> **EXERCISE DETAILS**
Search each line below for "compass", then return the lines where it appears.

[Collected data]

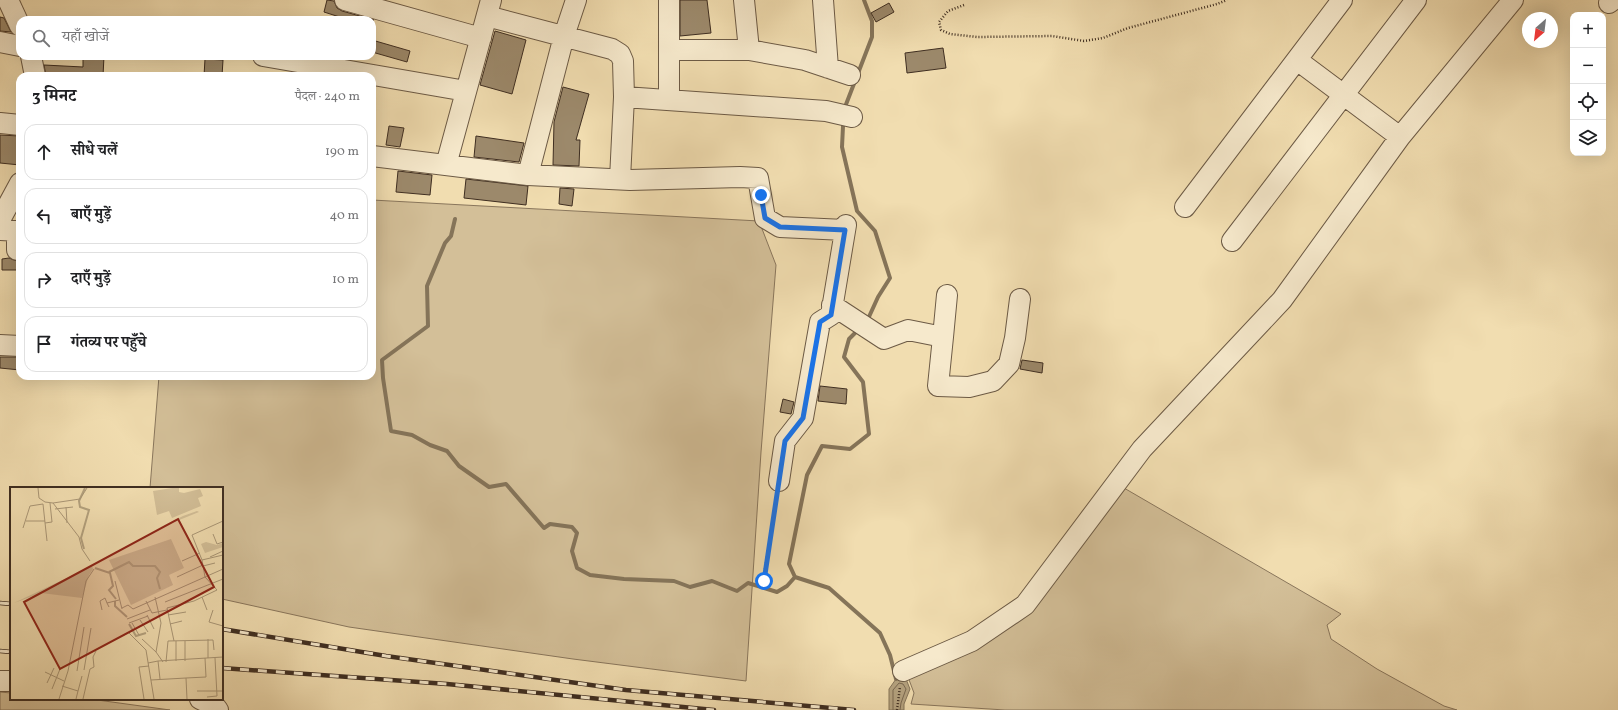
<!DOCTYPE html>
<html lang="hi">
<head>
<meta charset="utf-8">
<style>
	body { margin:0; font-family:Vollkorn,"Noto Serif Devanagari",serif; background:#f6f6f6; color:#202124 }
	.controls { position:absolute; right:12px; top:12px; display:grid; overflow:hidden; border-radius:8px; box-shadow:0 4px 16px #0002 }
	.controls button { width:36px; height:36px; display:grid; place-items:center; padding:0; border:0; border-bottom:1px solid #e0e0e0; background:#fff; color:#202124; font:20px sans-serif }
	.compass { position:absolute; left:1522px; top:12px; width:36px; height:36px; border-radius:50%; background:#fff; box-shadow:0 4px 16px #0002; rotate:208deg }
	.stop { position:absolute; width:12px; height:12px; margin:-9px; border:3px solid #1a73e8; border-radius:50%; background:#fff }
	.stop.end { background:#1a73e8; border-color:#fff; box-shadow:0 1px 4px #0008 }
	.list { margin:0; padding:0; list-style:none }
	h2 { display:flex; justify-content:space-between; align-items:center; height:52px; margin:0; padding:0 16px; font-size:17px }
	h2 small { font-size:13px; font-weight:400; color:#757577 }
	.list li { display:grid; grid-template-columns:26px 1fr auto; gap:12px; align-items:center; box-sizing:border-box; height:56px; margin:0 8px 8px; padding:0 8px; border:1px solid #e0e0e0; border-radius:12px }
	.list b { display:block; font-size:15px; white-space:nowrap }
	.list em { font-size:13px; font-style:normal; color:#757577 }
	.icon { flex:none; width:22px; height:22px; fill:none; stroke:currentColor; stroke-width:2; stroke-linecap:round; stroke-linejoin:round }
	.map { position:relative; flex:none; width:1618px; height:710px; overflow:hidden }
	.search { position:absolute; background:#fff; box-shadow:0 4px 16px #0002; left:16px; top:16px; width:360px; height:44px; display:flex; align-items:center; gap:10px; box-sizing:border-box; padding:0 14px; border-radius:12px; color:#757577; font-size:15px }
	.panel { position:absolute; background:#fff; box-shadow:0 4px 16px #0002; left:16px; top:72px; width:360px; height:308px; border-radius:12px }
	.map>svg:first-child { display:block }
</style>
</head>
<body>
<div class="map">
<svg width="1618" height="710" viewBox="0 0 1618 710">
	<rect width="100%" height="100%" fill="#f1ddb0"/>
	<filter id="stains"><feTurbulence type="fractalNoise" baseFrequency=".005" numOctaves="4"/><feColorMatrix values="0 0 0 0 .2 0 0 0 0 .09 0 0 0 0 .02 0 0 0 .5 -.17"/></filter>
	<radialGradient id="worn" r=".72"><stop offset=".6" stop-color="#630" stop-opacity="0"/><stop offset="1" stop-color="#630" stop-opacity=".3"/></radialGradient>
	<path fill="#d3bf98" stroke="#89765c" d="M372 200 759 221 776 265 761 452 746 681 573 659 349 627 222 599V488H150L159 376H372Z
		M1124 488 1341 614 1327 625 1331 639 1377 669 1444 706 1457 710H1005L911 704 914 693 908 677 971 647Z
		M0 692 11 693V699H90L170 710H0Z"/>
	<path fill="#b4a27f" stroke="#857459" d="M896 679H906L910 689 904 704V710H889V689Z"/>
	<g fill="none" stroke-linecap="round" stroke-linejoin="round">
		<path stroke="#7a6850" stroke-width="1" d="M893 710V690L899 683 903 684 906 689 901 703 900 710"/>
		<path stroke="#857459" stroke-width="4" d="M845 107 872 37V21L864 0
			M843 126 842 147 857 211 875 231 890 278 878 297 868 319
			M455 219 451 236 445 243 427 286 428 326 382 360 383 378 391 431 412 435 430 445 447 451 459 466 489 487 506 484 544 528 550 524 572 527 577 533 572 551 577 568 590 575 624 579 674 581 690 587 712 581 737 591 748 583 777 592 787 586 795 577
			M855 333 849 339 844 357 863 382 869 434 850 449 822 446 807 475 789 564 795 577 829 588 880 633 890 655 896 679"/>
	</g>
	<path fill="#9c896b" stroke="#3f2e21" d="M327 0 334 1 337 8 342 11 374 20H349L324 12Z
		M680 0H707L711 33 680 36Z
		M889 3 894 12 876 22 871 13Z
		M0 17 4 18 11 32 0 31Z
		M495 31 526 40 512 94 480 85Z
		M372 40 410 51 407 62 372 52Z
		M943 48 946 68 907 73 905 53Z
		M83 56H104L103 76H46L44 65 83 67Z
		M205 59 223 60 222 76H204Z
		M563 87 589 94 576 140H580L579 166 553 165 554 122Z
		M389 126 404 128 400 147 386 145Z
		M0 135 20 136V165L0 163Z
		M476 136 524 143 519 162 474 157Z
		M398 171 432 175 430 195 396 192Z
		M466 179 528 186 526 205 464 198Z
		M560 188 574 189 572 206 559 204Z
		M9 258 17 261H20V270H2V259Z
		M0 357H20V370L0 368Z
		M1022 360 1043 363 1042 373 1020 369Z
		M820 386 847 389 846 404 818 401Z
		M783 399 794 402 791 414 780 412Z"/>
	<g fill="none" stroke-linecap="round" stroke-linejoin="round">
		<g stroke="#6c5a45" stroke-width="22">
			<path id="minor" d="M8 0 20 26
				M345 0 481 38
				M744 0 749 50
				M823 0 828 68
				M1609 3 1613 0
				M487 16 612 49 620 54 623 61 624 97 620 179
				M0 42 20 46
				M669 50H749L805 60 850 75
				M31 56 35 76
				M263 56 466 91
				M1297 60 1400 137
				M624 97 826 111 852 117
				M669 100V0
				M0 123 20 125
				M372 156 528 175 630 180 740 177 758 178 765 218 780 227 845 230
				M446 165 491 0
				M528 175 564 36 576 0
				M1185 207 1342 0
				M0 220 20 183
				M0 230 20 231
				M1232 241 1416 0
				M17 250V231
				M832 305 884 339 908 330 943 337 947 295
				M943 337 938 386 969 387 993 381 1009 364 1015 338 1020 299
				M0 345 20 346
				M779 481 785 441 803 418 820 322 831 315 846 225
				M903 671 972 641 1025 605 1142 449 1282 300 1400 137 1513 0
				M0 681H11
				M200 699 215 706 218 710"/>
		</g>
		<path stroke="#3f2e21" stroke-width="2.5" stroke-dasharray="1 2" stroke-linecap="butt" d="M964 5 948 11 939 22 941 30 950 34 977 37 1052 36 1084 41 1103 38 1128 28 1217 4 1227 0
			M763 581 777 497
			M897 710 900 687"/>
		<use href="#minor" stroke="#f6e9cc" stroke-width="20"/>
		<g stroke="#3f2e21" stroke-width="4.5">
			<path id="rail" d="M0 603 11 604
				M222 629 386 656 626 690 854 710
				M0 651 11 652
				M222 668 447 684 714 710"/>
		</g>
		<use href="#rail" stroke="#f6e9cc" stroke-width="3" stroke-dasharray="9" stroke-linecap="butt"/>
	</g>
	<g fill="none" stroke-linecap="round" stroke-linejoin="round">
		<path stroke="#1a73e8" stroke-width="5" d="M761 195 765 218 780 227 845 230 831 315 820 322 803 418 785 441 764 581"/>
	</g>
	<g transform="translate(10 487)">
		<rect width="213" height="213" fill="#f1ddb0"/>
		<path d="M162 1H169V5L174 6 190 2 193 9 188 11 191 19 162 31 159 24 147 28 143 4ZM187 24 189 25 147 42 173 29ZM161 52 174 81 159 88 163 98 121 118 99 73ZM196 55 207 58 213 56V60L195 66 191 57ZM82 79 83 82 79 88 72 111 31 106 4 116Z" fill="#d3bf98"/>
		<path fill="none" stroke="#b4a27f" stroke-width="2" d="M74 62 71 51 79 23 70 20 69 14 75 1M85 81 100 86 103 99 99 103 106 112M99 85 119 75 123 79H145L150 85 147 91 150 102M105 114V119L117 130M119 137 126 149 136 146"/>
		<path fill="none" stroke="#aa9777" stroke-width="1" d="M28 1 29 11 35 15 43 16 69 50 72 62 80 74M43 16 70 12 77 1M33 17 37 54M56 20 57 36M45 22 63 20M16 34H35M35 36 42 35 40 16M13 41 20 19 33 17M203 47 207 57 213 55M200 70 213 64M192 73 213 68M172 74 190 66M193 79 205 76M167 90 193 78M105 94 112 122M145 110 151 136 146 165M192 110 197 123M136 114 142 126 157 123M155 115 213 92M99 120 97 116 109 113M112 121 118 118 123 122 213 82M157 121 184 114 207 103 195 90 192 73 182 48 213 34M157 121 164 154M92 123 90 114 95 111 97 116M203 123 199 135 213 139M137 128 144 142M158 128 176 125M117 132 140 123M130 133 138 145M119 136 138 129M122 136 129 148M160 137 172 134M119 146 136 163 144 212M132 152 146 165 153 175M198 152V171M148 174 213 170M166 174V154M175 174V154M156 175 158 154 203 153 204 163M138 176 148 174 150 192M74 183 81 141M67 184 74 140M35 185 54 194M176 191 196 190 195 171M141 193 176 191 177 212M37 196 44 181M52 199 68 204 66 212M42 202 50 182M68 204 72 189M187 204H213M197 210 207 209 205 171M49 212 58 184 76 94 84 82M73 212 80 182 84 180 83 170 86 164M134 212 129 180 139 179"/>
		<path fill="#8f2418" fill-opacity="0.15" stroke="#8f2418" stroke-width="2" d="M168 32 204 100 50 182 14 115Z"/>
		<rect width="213" height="213" fill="none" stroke="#3f2e21" stroke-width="2"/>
	</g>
	<rect width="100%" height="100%" filter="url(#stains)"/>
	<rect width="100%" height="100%" fill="url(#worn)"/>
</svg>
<div class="controls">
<button>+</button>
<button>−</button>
<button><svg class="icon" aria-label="locate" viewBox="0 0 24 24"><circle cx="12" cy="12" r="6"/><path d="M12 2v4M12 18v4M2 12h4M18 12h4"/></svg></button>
<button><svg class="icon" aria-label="layers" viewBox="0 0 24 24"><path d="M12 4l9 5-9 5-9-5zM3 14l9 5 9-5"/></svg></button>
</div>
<svg class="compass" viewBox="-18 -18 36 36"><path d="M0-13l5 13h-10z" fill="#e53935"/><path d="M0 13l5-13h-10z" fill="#757577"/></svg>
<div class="stop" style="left:764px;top:581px"></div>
<div class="stop end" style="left:761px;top:195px"></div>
<div class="search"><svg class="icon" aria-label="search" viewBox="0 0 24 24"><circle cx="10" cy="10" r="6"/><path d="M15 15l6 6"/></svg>यहाँ खोजें</div>
<section class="panel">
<h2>3 मिनट<small>पैदल · 240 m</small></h2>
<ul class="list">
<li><svg class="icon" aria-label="ahead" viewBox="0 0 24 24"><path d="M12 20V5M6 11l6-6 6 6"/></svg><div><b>सीधे चलें</b></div><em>190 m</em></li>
<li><svg class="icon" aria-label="left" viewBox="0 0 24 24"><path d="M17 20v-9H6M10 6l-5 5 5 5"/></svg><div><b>बाएँ मुड़ें</b></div><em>40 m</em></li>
<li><svg class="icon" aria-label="right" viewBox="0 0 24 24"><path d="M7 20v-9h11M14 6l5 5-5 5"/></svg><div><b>दाएँ मुड़ें</b></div><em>10 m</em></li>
<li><svg class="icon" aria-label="arrive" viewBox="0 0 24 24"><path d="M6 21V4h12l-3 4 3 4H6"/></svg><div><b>गंतव्य पर पहुँचे</b></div></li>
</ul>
</section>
</div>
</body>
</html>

> **RESPONSE AREA**
	.compass { position:absolute; left:1522px; top:12px; width:36px; height:36px; border-radius:50%; background:#fff; box-shadow:0 4px 16px #0002; rotate:208deg }
<svg class="compass" viewBox="-18 -18 36 36"><path d="M0-13l5 13h-10z" fill="#e53935"/><path d="M0 13l5-13h-10z" fill="#757577"/></svg>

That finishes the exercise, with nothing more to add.